### How to complete this task
Since only the text is wanted, print every entry below exactly and omit the images.

Start of Task input

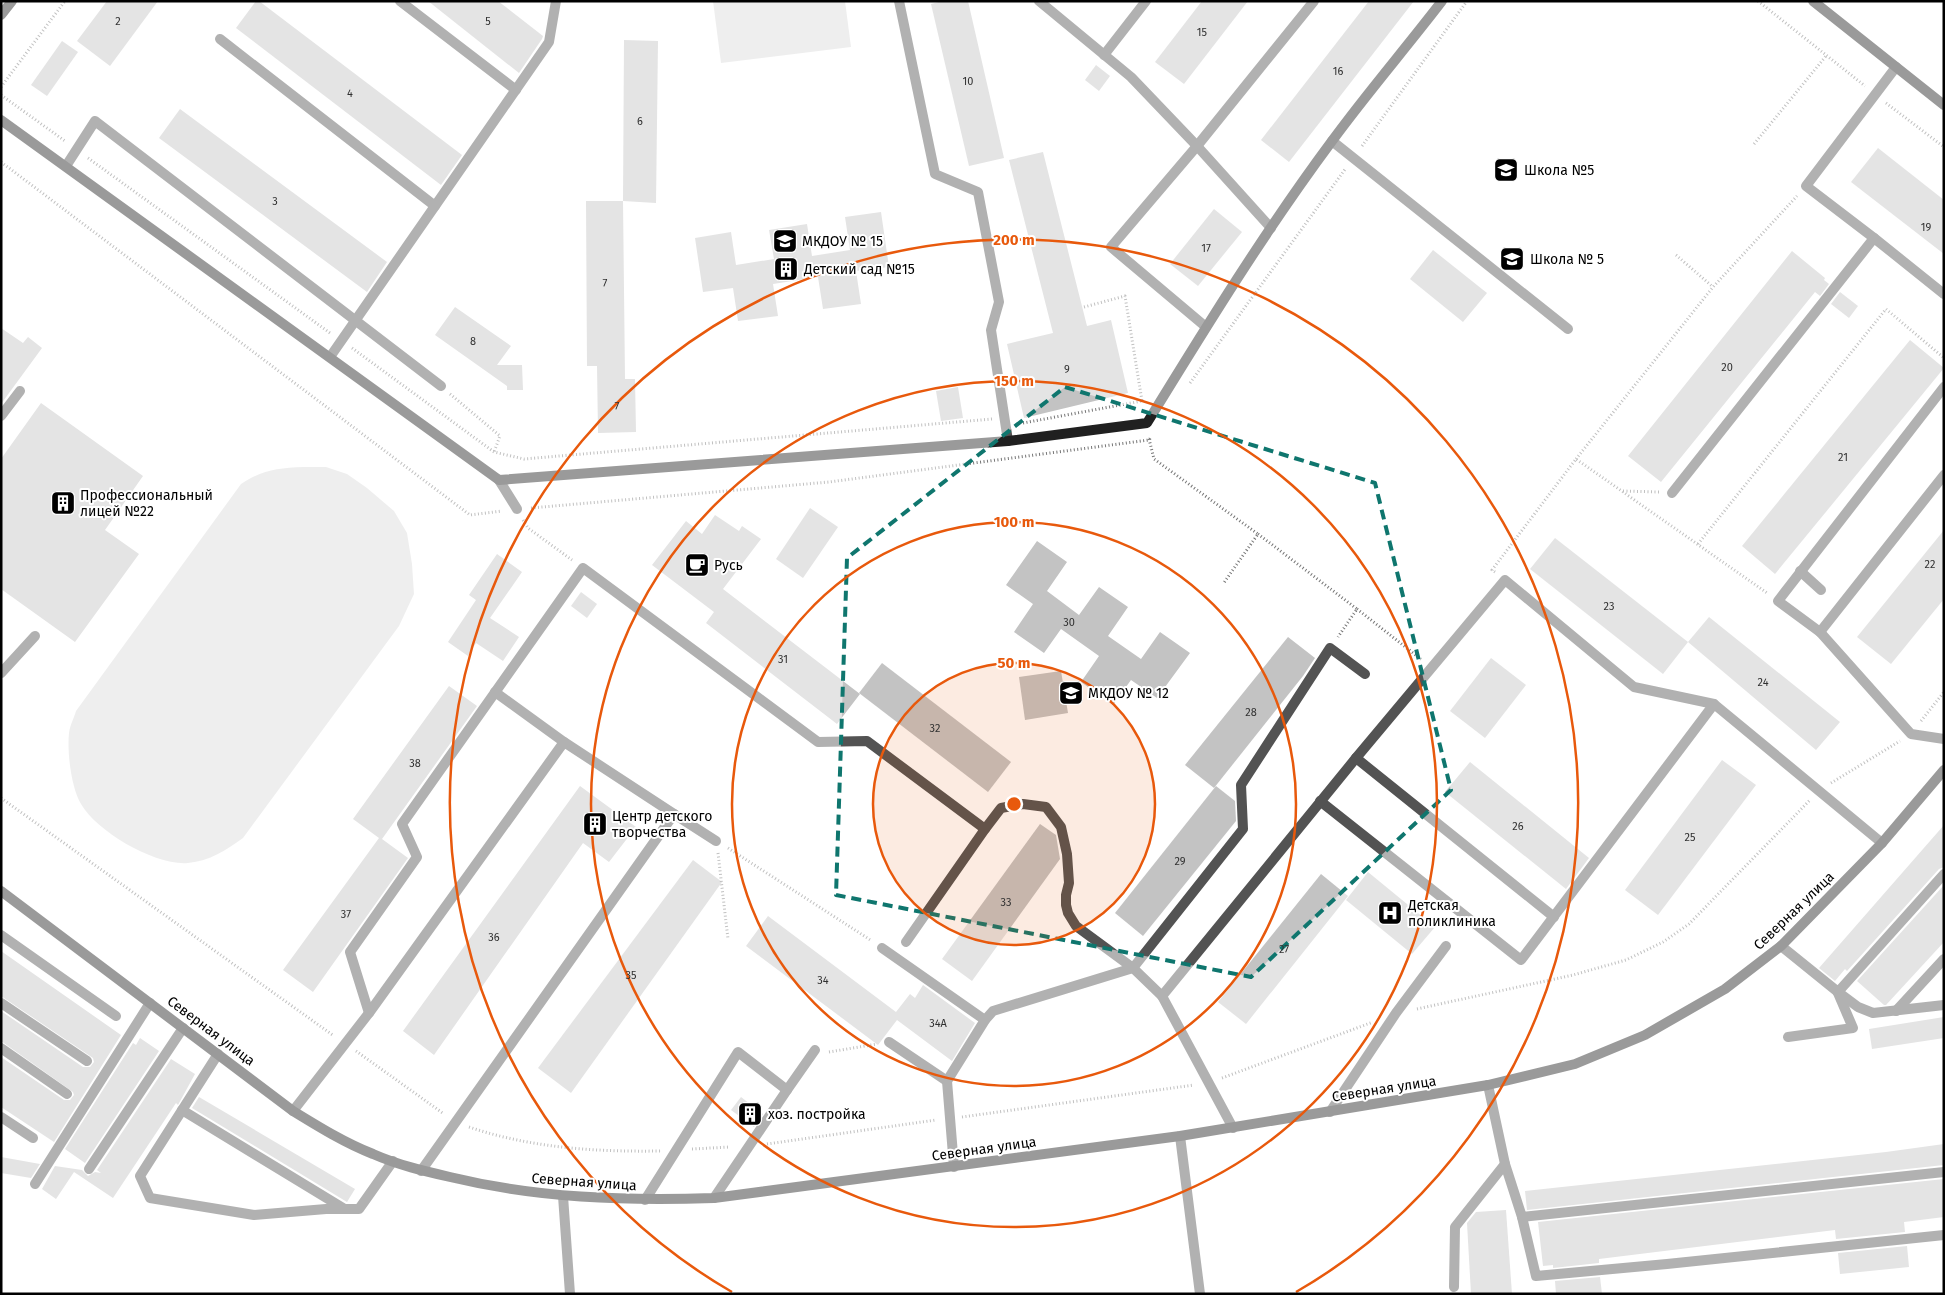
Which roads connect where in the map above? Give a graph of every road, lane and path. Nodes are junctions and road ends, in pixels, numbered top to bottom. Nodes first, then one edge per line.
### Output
1 (12, 1) edge
2 (65, 1) edge
3 (400, 1) edge
4 (556, 1) edge
5 (899, 1) edge
6 (1039, 1) edge
7 (1146, 1) edge
8 (1314, 1) edge
9 (1442, 1) edge
10 (1467, 1) edge
11 (1758, 1) edge
12 (1813, 1) edge
13 (1, 15) edge
14 (220, 39) dead end
15 (1104, 55) junction
16 (1826, 56) junction
17 (1896, 67) junction
18 (1, 87) edge
19 (516, 90) junction
20 (1, 94) edge
21 (1876, 94) junction
22 (1944, 105) edge
23 (1, 120) edge
24 (1332, 141) junction
25 (1754, 144) dead end
26 (1197, 146) junction
27 (1944, 147) edge
28 (76, 149) junction
29 (1353, 158) junction
30 (1, 162) edge
31 (66, 166) junction
32 (1806, 186) junction
33 (435, 206) junction
34 (1271, 228) junction
35 (1874, 238) junction
36 (1676, 255) dead end
37 (1713, 287) junction
38 (1944, 294) edge
39 (1084, 307) dead end
40 (356, 320) junction
41 (1206, 327) junction
42 (1568, 329) dead end
43 (342, 341) junction
44 (330, 357) junction
45 (1944, 358) edge
46 (1190, 384) dead end
47 (442, 386) joint
48 (1944, 387) edge
49 (20, 391) dead end
50 (1142, 401) junction
51 (1, 416) edge
52 (1005, 423) junction
53 (1147, 423) junction
54 (1155, 432) dead end
55 (1149, 440) junction
56 (1008, 441) junction
57 (494, 452) junction
58 (1576, 459) junction
59 (1944, 475) edge
60 (499, 480) junction
61 (1623, 491) junction
62 (1672, 493) joint
63 (517, 509) junction
64 (528, 528) dead end
65 (1258, 534) junction
66 (1698, 544) junction
67 (583, 568) junction
68 (1800, 571) junction
69 (1506, 580) junction
70 (1223, 584) dead end
71 (1821, 590) dead end
72 (1778, 601) junction
73 (1357, 609) junction
74 (1820, 632) junction
75 (36, 636) dead end
76 (1330, 648) junction
77 (1430, 667) junction
78 (1, 673) edge
79 (1365, 674) dead end
80 (495, 692) junction
81 (1714, 704) junction
82 (1944, 739) edge
83 (564, 742) junction
84 (1356, 758) junction
85 (1944, 770) edge
86 (1320, 801) junction
87 (674, 814) junction
88 (985, 829) junction
89 (716, 841) junction
90 (1882, 843) junction
91 (1944, 874) edge
92 (2, 894) edge
93 (1554, 917) junction
94 (1, 936) edge
95 (728, 939) dead end
96 (906, 942) dead end
97 (1446, 946) dead end
98 (1782, 946) junction
99 (882, 948) joint
100 (1944, 959) edge
101 (1134, 968) junction
102 (1838, 992) junction
103 (1162, 996) junction
104 (1, 1003) edge
105 (150, 1003) junction
106 (1944, 1005) edge
107 (1896, 1011) junction
108 (369, 1013) junction
109 (116, 1016) dead end
110 (985, 1020) junction
111 (183, 1028) junction
112 (1788, 1037) dead end
113 (888, 1042) joint
114 (1, 1048) edge
115 (814, 1050) joint
116 (218, 1054) junction
117 (86, 1061) dead end
118 (947, 1081) junction
119 (1488, 1085) junction
120 (787, 1090) junction
121 (67, 1094) dead end
122 (182, 1110) junction
123 (293, 1111) junction
124 (1330, 1112) junction
125 (1, 1117) edge
126 (1233, 1128) junction
127 (1180, 1136) junction
128 (33, 1138) dead end
129 (393, 1161) junction
130 (1505, 1164) junction
131 (954, 1166) junction
132 (89, 1169) dead end
133 (421, 1171) junction
134 (1944, 1172) edge
135 (35, 1184) dead end
136 (563, 1196) junction
137 (714, 1198) junction
138 (645, 1200) junction
139 (343, 1208) junction
140 (1522, 1217) junction
141 (1944, 1235) edge
142 (1454, 1287) dead end
143 (570, 1294) edge
144 (1200, 1294) edge

1 - 13 street
2 - 18 path
3 - 19 lane
4 - 19 lane
5 - 52 lane
6 - 15 lane
7 - 15 lane
8 - 26 lane
9 - 24 street
10 - 29 path
11 - 16 path
12 - 17 street
14 - 33 lane
15 - 26 lane
16 - 21 path
16 - 25 path
17 - 21 lane
17 - 22 street
19 - 33 lane
20 - 28 path
21 - 27 path
21 - 32 lane
23 - 31 street
24 - 29 lane
24 - 34 street
26 - 34 lane
26 - 41 lane
28 - 31 lane
28 - 40 lane
28 - 43 path
29 - 42 lane
29 - 46 path
30 - 63 path
31 - 44 street
32 - 35 lane
32 - 37 path
33 - 40 lane
34 - 41 street
35 - 38 lane
35 - 62 lane
36 - 37 path
37 - 58 path
39 - 50 path
40 - 43 lane
40 - 47 lane
41 - 53 street
43 - 44 lane
43 - 57 path
44 - 60 street
45 - 66 path
47 - 57 path
48 - 68 lane
49 - 51 lane
50 - 52 path
50 - 53 path
52 - 56 lane
52 - 57 path
53 - 55 path
53 - 56 street
54 - 55 path
55 - 63 path
55 - 65 path
56 - 60 street
58 - 61 path
58 - 69 path
59 - 74 lane
60 - 63 lane
61 - 62 path
61 - 66 path
64 - 67 path
65 - 70 path
65 - 73 path
66 - 72 path
67 - 80 lane
67 - 88 lane
68 - 71 lane
68 - 72 lane
69 - 77 lane
69 - 81 lane
72 - 74 lane
73 - 76 path
73 - 77 path
74 - 82 lane
75 - 78 lane
76 - 79 lane
76 - 101 lane
77 - 84 lane
80 - 83 lane
80 - 108 lane
81 - 90 lane
81 - 93 lane
83 - 87 lane
83 - 108 lane
84 - 86 lane
84 - 93 lane
85 - 90 street, Северная улица
86 - 93 lane
86 - 103 lane
87 - 89 lane
87 - 133 lane
88 - 96 lane
88 - 101 lane
89 - 95 path
89 - 99 path
90 - 98 street, Северная улица
91 - 102 lane
92 - 105 street, Северная улица
94 - 109 lane
97 - 124 lane
98 - 102 lane
98 - 119 street, Северная улица
99 - 110 lane
100 - 107 lane
101 - 103 lane
101 - 110 lane
102 - 107 lane
102 - 112 lane
103 - 126 lane
104 - 117 lane
105 - 111 street, Северная улица
105 - 135 lane
106 - 107 lane
108 - 123 lane
110 - 118 lane
111 - 116 street, Северная улица
111 - 132 lane
113 - 115 path
113 - 118 lane
114 - 121 lane
115 - 120 lane
116 - 122 lane
116 - 123 street, Северная улица
118 - 131 lane
119 - 124 street, Северная улица
119 - 130 lane
120 - 137 lane
120 - 138 lane
122 - 139 lane
122 - 139 lane
123 - 129 street, Северная улица
124 - 126 street, Северная улица
125 - 128 lane
126 - 127 street, Северная улица
127 - 131 street, Северная улица
127 - 144 lane
129 - 133 street, Северная улица
129 - 139 lane
130 - 140 lane
130 - 142 lane
131 - 137 street, Северная улица
133 - 136 street, Северная улица
134 - 140 lane
136 - 138 street, Северная улица
136 - 143 lane
137 - 138 street, Северная улица
140 - 141 lane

End of Task input

### Output for this exercise
Which roads connect where in the map above? Give a graph of every road, lane and path. Nodes are junctions and road ends, in pixels, numbered top to bottom. Nodes first, then one edge per line.
### Output
1 (12, 1) edge
2 (65, 1) edge
3 (400, 1) edge
4 (556, 1) edge
5 (899, 1) edge
6 (1039, 1) edge
7 (1146, 1) edge
8 (1314, 1) edge
9 (1442, 1) edge
10 (1467, 1) edge
11 (1758, 1) edge
12 (1813, 1) edge
13 (1, 15) edge
14 (220, 39) dead end
15 (1104, 55) junction
16 (1826, 56) junction
17 (1896, 67) junction
18 (1, 87) edge
19 (516, 90) junction
20 (1, 94) edge
21 (1876, 94) junction
22 (1944, 105) edge
23 (1, 120) edge
24 (1332, 141) junction
25 (1754, 144) dead end
26 (1197, 146) junction
27 (1944, 147) edge
28 (76, 149) junction
29 (1353, 158) junction
30 (1, 162) edge
31 (66, 166) junction
32 (1806, 186) junction
33 (435, 206) junction
34 (1271, 228) junction
35 (1874, 238) junction
36 (1676, 255) dead end
37 (1713, 287) junction
38 (1944, 294) edge
39 (1084, 307) dead end
40 (356, 320) junction
41 (1206, 327) junction
42 (1568, 329) dead end
43 (342, 341) junction
44 (330, 357) junction
45 (1944, 358) edge
46 (1190, 384) dead end
47 (442, 386) joint
48 (1944, 387) edge
49 (20, 391) dead end
50 (1142, 401) junction
51 (1, 416) edge
52 (1005, 423) junction
53 (1147, 423) junction
54 (1155, 432) dead end
55 (1149, 440) junction
56 (1008, 441) junction
57 (494, 452) junction
58 (1576, 459) junction
59 (1944, 475) edge
60 (499, 480) junction
61 (1623, 491) junction
62 (1672, 493) joint
63 (517, 509) junction
64 (528, 528) dead end
65 (1258, 534) junction
66 (1698, 544) junction
67 (583, 568) junction
68 (1800, 571) junction
69 (1506, 580) junction
70 (1223, 584) dead end
71 (1821, 590) dead end
72 (1778, 601) junction
73 (1357, 609) junction
74 (1820, 632) junction
75 (36, 636) dead end
76 (1330, 648) junction
77 (1430, 667) junction
78 (1, 673) edge
79 (1365, 674) dead end
80 (495, 692) junction
81 (1714, 704) junction
82 (1944, 739) edge
83 (564, 742) junction
84 (1356, 758) junction
85 (1944, 770) edge
86 (1320, 801) junction
87 (674, 814) junction
88 (985, 829) junction
89 (716, 841) junction
90 (1882, 843) junction
91 (1944, 874) edge
92 (2, 894) edge
93 (1554, 917) junction
94 (1, 936) edge
95 (728, 939) dead end
96 (906, 942) dead end
97 (1446, 946) dead end
98 (1782, 946) junction
99 (882, 948) joint
100 (1944, 959) edge
101 (1134, 968) junction
102 (1838, 992) junction
103 (1162, 996) junction
104 (1, 1003) edge
105 (150, 1003) junction
106 (1944, 1005) edge
107 (1896, 1011) junction
108 (369, 1013) junction
109 (116, 1016) dead end
110 (985, 1020) junction
111 (183, 1028) junction
112 (1788, 1037) dead end
113 (888, 1042) joint
114 (1, 1048) edge
115 (814, 1050) joint
116 (218, 1054) junction
117 (86, 1061) dead end
118 (947, 1081) junction
119 (1488, 1085) junction
120 (787, 1090) junction
121 (67, 1094) dead end
122 (182, 1110) junction
123 (293, 1111) junction
124 (1330, 1112) junction
125 (1, 1117) edge
126 (1233, 1128) junction
127 (1180, 1136) junction
128 (33, 1138) dead end
129 (393, 1161) junction
130 (1505, 1164) junction
131 (954, 1166) junction
132 (89, 1169) dead end
133 (421, 1171) junction
134 (1944, 1172) edge
135 (35, 1184) dead end
136 (563, 1196) junction
137 (714, 1198) junction
138 (645, 1200) junction
139 (343, 1208) junction
140 (1522, 1217) junction
141 (1944, 1235) edge
142 (1454, 1287) dead end
143 (570, 1294) edge
144 (1200, 1294) edge

1 - 13 street
2 - 18 path
3 - 19 lane
4 - 19 lane
5 - 52 lane
6 - 15 lane
7 - 15 lane
8 - 26 lane
9 - 24 street
10 - 29 path
11 - 16 path
12 - 17 street
14 - 33 lane
15 - 26 lane
16 - 21 path
16 - 25 path
17 - 21 lane
17 - 22 street
19 - 33 lane
20 - 28 path
21 - 27 path
21 - 32 lane
23 - 31 street
24 - 29 lane
24 - 34 street
26 - 34 lane
26 - 41 lane
28 - 31 lane
28 - 40 lane
28 - 43 path
29 - 42 lane
29 - 46 path
30 - 63 path
31 - 44 street
32 - 35 lane
32 - 37 path
33 - 40 lane
34 - 41 street
35 - 38 lane
35 - 62 lane
36 - 37 path
37 - 58 path
39 - 50 path
40 - 43 lane
40 - 47 lane
41 - 53 street
43 - 44 lane
43 - 57 path
44 - 60 street
45 - 66 path
47 - 57 path
48 - 68 lane
49 - 51 lane
50 - 52 path
50 - 53 path
52 - 56 lane
52 - 57 path
53 - 55 path
53 - 56 street
54 - 55 path
55 - 63 path
55 - 65 path
56 - 60 street
58 - 61 path
58 - 69 path
59 - 74 lane
60 - 63 lane
61 - 62 path
61 - 66 path
64 - 67 path
65 - 70 path
65 - 73 path
66 - 72 path
67 - 80 lane
67 - 88 lane
68 - 71 lane
68 - 72 lane
69 - 77 lane
69 - 81 lane
72 - 74 lane
73 - 76 path
73 - 77 path
74 - 82 lane
75 - 78 lane
76 - 79 lane
76 - 101 lane
77 - 84 lane
80 - 83 lane
80 - 108 lane
81 - 90 lane
81 - 93 lane
83 - 87 lane
83 - 108 lane
84 - 86 lane
84 - 93 lane
85 - 90 street, Северная улица
86 - 93 lane
86 - 103 lane
87 - 89 lane
87 - 133 lane
88 - 96 lane
88 - 101 lane
89 - 95 path
89 - 99 path
90 - 98 street, Северная улица
91 - 102 lane
92 - 105 street, Северная улица
94 - 109 lane
97 - 124 lane
98 - 102 lane
98 - 119 street, Северная улица
99 - 110 lane
100 - 107 lane
101 - 103 lane
101 - 110 lane
102 - 107 lane
102 - 112 lane
103 - 126 lane
104 - 117 lane
105 - 111 street, Северная улица
105 - 135 lane
106 - 107 lane
108 - 123 lane
110 - 118 lane
111 - 116 street, Северная улица
111 - 132 lane
113 - 115 path
113 - 118 lane
114 - 121 lane
115 - 120 lane
116 - 122 lane
116 - 123 street, Северная улица
118 - 131 lane
119 - 124 street, Северная улица
119 - 130 lane
120 - 137 lane
120 - 138 lane
122 - 139 lane
122 - 139 lane
123 - 129 street, Северная улица
124 - 126 street, Северная улица
125 - 128 lane
126 - 127 street, Северная улица
127 - 131 street, Северная улица
127 - 144 lane
129 - 133 street, Северная улица
129 - 139 lane
130 - 140 lane
130 - 142 lane
131 - 137 street, Северная улица
133 - 136 street, Северная улица
134 - 140 lane
136 - 138 street, Северная улица
136 - 143 lane
137 - 138 street, Северная улица
140 - 141 lane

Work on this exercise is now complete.